# Update - Camera is here! New pics!



## kelebek (Oct 5, 2007)

Ok, so I finally gave in and bought a camera and it should hopefully be here this week. And best of all - ITS PINK!

I could not risk the thought of mabey having babies on the ground at night and no camera that would work!

So this one is just awesome and it even does videos with audio!!! Woo Hoo!

I can not wait to get it here! I will be a picture taken fool! I will post a pic of every one of the goats just as soon as I get it!!!!

Happy early Christmas to me......


----------



## getchagoat (Julie) (Oct 5, 2007)

What kind did you get?


----------



## StaceyRosado (Oct 5, 2007)

"happy early Christmas to me" :ROFL:

yah what brand?


----------



## alyssa_romine (Oct 5, 2007)

That is awesome..I hope you enjoy it


----------



## kelebek (Oct 5, 2007)

Here is the link to the one I bought! I love it!!!!

http://www.circuitcity.com/ccd/productD ... MATION_DI->S2%20-%20PRODUCT%20SPOT&cm_ite=1%20PRODUCT&cm_keycode=8360


----------



## alyssa_romine (Oct 5, 2007)

that is a nice camera!!!


----------



## kelebek (Oct 5, 2007)

I thought so!!! 

I was looking at alot of them online. And I probobly could have gone to the store and bought it, but this way it feels more like a present!!! LOL!

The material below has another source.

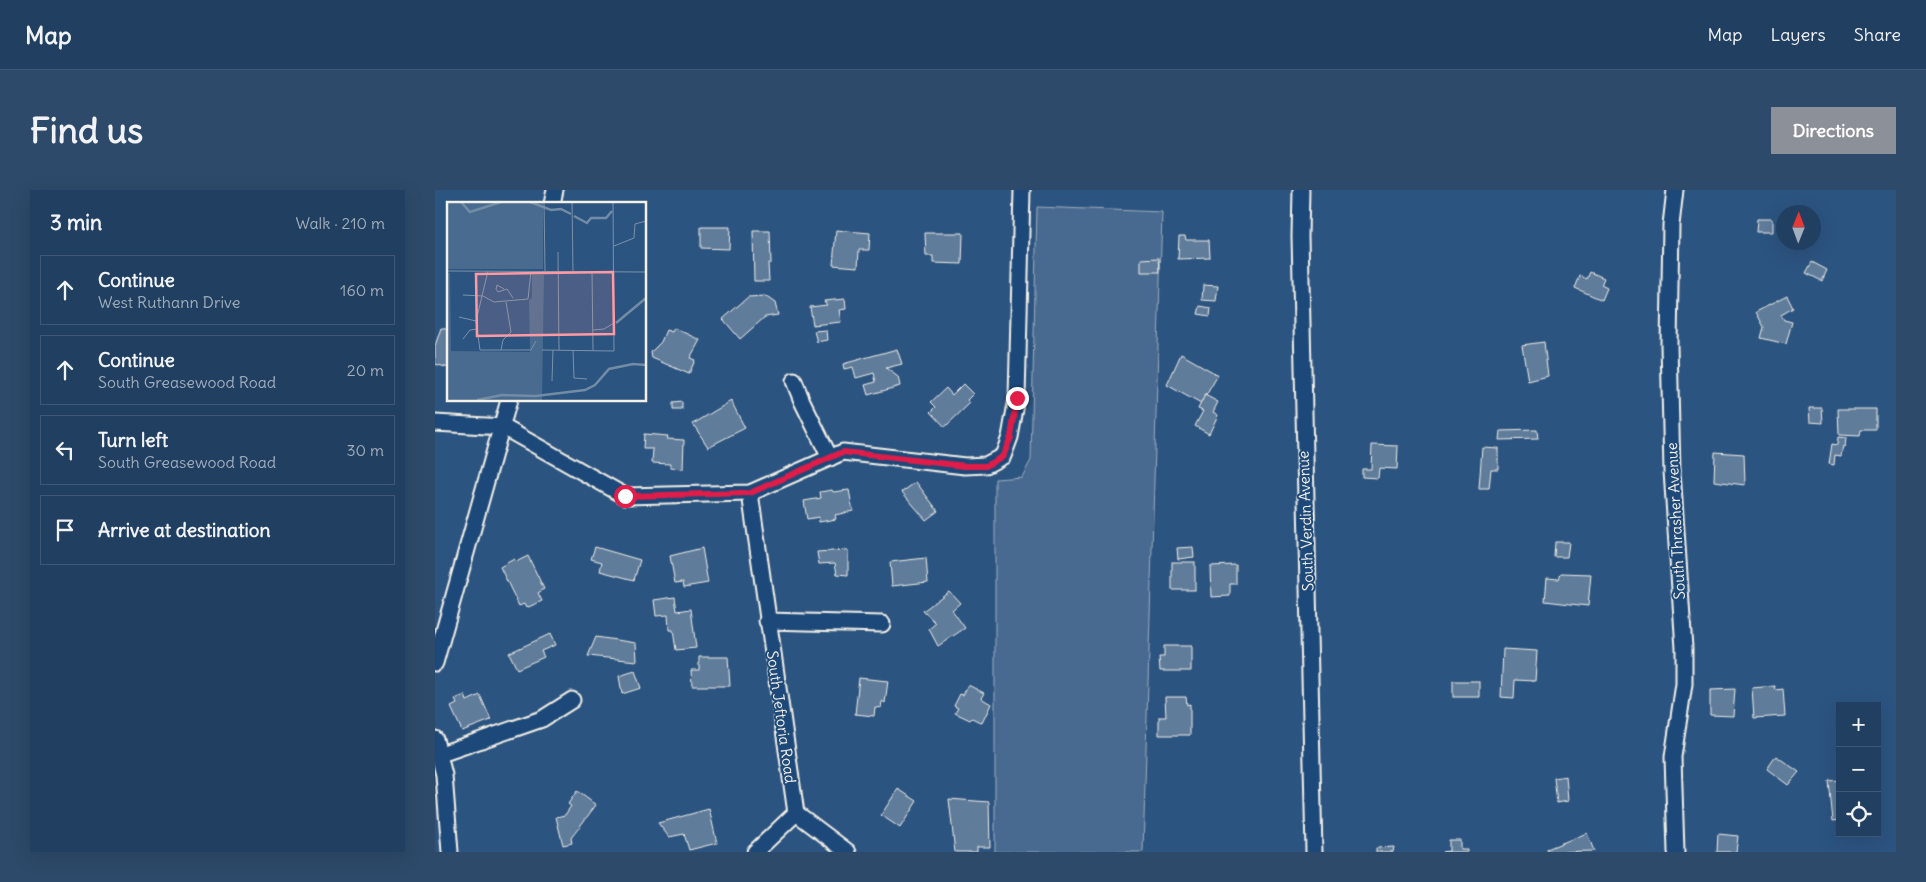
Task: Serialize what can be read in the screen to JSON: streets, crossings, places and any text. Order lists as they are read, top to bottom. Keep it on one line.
{"streets":{"street":["South Verdin Avenue","South Thrasher Avenue","South Jeftoria Road"]},"north":"top","page":{"header":"Map","nav":["Map","Layers","Share"],"buttons":"Directions","title":"Find us","heading":["3 min","Walk · 210 m"],"list":[["Continue","West Ruthann Drive","160 m"],["Continue","South Greasewood Road","20 m"],["Turn left","South Greasewood Road","30 m"],"Arrive at destination"],"map_buttons":["+","−"]}}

I can't wait! And the closest circuit city is 1 hour from my house.


----------



## Muddy Creek Farm (Oct 5, 2007)

Oooo a new camera! I couldn't live without my camera!


----------



## alyssa_romine (Oct 5, 2007)

mine has been messing up so I may have to get a new one


----------



## StaceyRosado (Oct 5, 2007)

nice price for it. samsung isn't a bad brand either


----------



## kelebek (Oct 5, 2007)

No - I originally wanted a kodak since that is what I had before, however for the price, what it could do, and it was PINK - I had to have it!!!


----------



## StaceyRosado (Oct 5, 2007)

I am not the best one to be talking about cameras but I do believe that samsung and Kodak are pretty equal in quality. Olympus is your real low end. Though I have seen some really nice pictures out of some Olympus cameras and I hate my Nikon! Nikon is a good brand usually too!


----------



## Sara (Oct 5, 2007)

Canon is amazing. That's what I'd reccomend. Of course I'm biased, that's all my mom and I have used except the one time I had a Kodak Easyshare, and that one was horrible.


----------



## Muddy Creek Farm (Oct 5, 2007)

I have a Fujifilm Fine Pix S700, it takes REALLY nice outdoor pics. I want to save up for a Nikon.


----------



## StaceyRosado (Oct 5, 2007)

Chelsey my cousin is getting into professional photography and eventhough she LOVES Nikon in the professional series' she doesn't recomend them in the "point and shoot" like I have. 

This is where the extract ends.